Obligatory fuck AI and the illeterate bros pushing it.
What kind of videos, though? A lot of such material is very far from being proper educational material that we show other people to really teach them much, let alone educate them well enough to be anywhere trustworthy. This is a very processed material, with years of preparation once you consider the prior education of the individuals involved in the creative process - think of the past experiences silently influencing them, their initial knowledge on the subject obtained from somewhat basic facts from school or otherwise, their misconceptions, iterations that nobody knows about, and many other things that we don’t usually directly associate with the act of working on something like a video, but that eventually do dictate a lot of the decisions and opinions put into it.

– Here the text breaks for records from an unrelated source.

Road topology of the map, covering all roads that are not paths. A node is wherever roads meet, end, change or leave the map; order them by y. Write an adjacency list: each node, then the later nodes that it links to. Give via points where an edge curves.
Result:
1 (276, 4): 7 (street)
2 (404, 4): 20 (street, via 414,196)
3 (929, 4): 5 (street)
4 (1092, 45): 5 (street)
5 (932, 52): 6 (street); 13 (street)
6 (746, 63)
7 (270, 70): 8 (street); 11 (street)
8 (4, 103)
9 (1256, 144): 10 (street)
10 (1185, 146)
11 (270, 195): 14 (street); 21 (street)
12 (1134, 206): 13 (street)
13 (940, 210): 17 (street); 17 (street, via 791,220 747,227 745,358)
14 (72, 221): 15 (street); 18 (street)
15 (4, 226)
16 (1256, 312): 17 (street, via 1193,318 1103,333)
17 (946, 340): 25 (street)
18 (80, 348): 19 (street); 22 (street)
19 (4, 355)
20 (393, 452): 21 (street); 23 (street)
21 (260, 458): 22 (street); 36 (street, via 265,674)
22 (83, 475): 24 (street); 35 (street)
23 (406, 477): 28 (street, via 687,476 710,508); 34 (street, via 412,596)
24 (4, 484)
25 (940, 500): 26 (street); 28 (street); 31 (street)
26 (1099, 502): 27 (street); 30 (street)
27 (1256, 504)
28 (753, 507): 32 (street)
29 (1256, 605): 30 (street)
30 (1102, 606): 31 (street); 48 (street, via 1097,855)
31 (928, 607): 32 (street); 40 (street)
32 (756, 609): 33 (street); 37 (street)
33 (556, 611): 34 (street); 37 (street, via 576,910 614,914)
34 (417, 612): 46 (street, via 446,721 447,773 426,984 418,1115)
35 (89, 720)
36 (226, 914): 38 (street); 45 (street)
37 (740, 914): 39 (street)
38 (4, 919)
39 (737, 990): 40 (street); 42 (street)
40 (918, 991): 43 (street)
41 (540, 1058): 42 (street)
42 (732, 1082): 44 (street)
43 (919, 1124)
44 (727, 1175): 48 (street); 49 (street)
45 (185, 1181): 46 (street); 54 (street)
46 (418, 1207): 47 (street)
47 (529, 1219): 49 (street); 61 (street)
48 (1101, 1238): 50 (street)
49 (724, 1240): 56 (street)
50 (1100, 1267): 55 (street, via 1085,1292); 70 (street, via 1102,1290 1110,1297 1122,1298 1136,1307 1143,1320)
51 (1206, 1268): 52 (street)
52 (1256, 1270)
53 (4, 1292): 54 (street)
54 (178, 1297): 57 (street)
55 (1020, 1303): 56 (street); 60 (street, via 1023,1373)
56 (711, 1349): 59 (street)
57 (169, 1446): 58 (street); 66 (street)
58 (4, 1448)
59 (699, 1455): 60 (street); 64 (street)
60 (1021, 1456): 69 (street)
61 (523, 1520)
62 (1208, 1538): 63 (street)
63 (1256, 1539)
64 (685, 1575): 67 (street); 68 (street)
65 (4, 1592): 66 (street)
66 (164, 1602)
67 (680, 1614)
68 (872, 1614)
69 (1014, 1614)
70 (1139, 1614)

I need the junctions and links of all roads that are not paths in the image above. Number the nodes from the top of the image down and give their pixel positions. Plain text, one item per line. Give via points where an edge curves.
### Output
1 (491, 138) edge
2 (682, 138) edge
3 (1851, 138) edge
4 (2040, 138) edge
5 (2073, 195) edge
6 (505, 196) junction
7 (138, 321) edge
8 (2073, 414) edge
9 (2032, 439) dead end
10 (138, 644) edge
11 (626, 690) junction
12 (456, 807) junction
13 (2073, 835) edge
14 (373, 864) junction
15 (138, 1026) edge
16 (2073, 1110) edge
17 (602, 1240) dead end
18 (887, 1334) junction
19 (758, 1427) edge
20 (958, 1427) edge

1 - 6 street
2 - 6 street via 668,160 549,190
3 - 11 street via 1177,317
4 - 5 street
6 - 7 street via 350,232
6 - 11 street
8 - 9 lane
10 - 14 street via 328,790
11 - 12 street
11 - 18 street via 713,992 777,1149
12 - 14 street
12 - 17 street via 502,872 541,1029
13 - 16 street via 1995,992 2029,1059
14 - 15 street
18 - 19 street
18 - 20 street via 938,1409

It’s one thing that the AI has no intelligence in it whatsoever, but the fact that it’s being pumped with information and “knowledge” in basically the reverse order doesn’t help it become any better.
On the other hand, the entire thing is not about making something that works well, but something that sells well. And then there’s people putting too much faith into the thing and trusting it with way too much stuff than they should (which is also the case with a lot of other tech, though, admittedly).
Some things of today are so damn unexciting.
Can relate, I watched the English patient once.
I’ve just had a thought:
There’s a little country where the way its leadership still hasn’t been all voted out and put behind bars for life is that it constantly invents new subjects for discussion. Some outrageous, some showing them in good light, but the point is that everyone forgets the real bad things they’ve done (they are basically a collaborationist puppet government of a neighboring fascist country).
I wonder if it’s today’s world as a whole showing itself in that little country.
I’ve recently read an article seen on Lemmy, suggesting that the “AI” hype is the same. https://theluddite.org/#!post/ai-hype - found it. The conclusion is very important.
They are wasting enormous amounts of energy to make those "AI"s, collect training data and so on, to make oligopolized platforms and industries shittier and shittier.
But we are wasting our energy, which is much more limited, to track myriads of false targets. We are like an air defense system being saturated.
No one has ever won a war by sitting in defense. We must search for critical joints to attack.
Also no, voting for one of two candidates presented to you in some election is not that, neither is arguing for one of two sides in a discourse presented to you. There are better and worse choices there, but that’s not what attack means.
I hope they aren’t on Comcast.
Something like that was a plot point in Black Mirror. In that case it was with consciousnesses.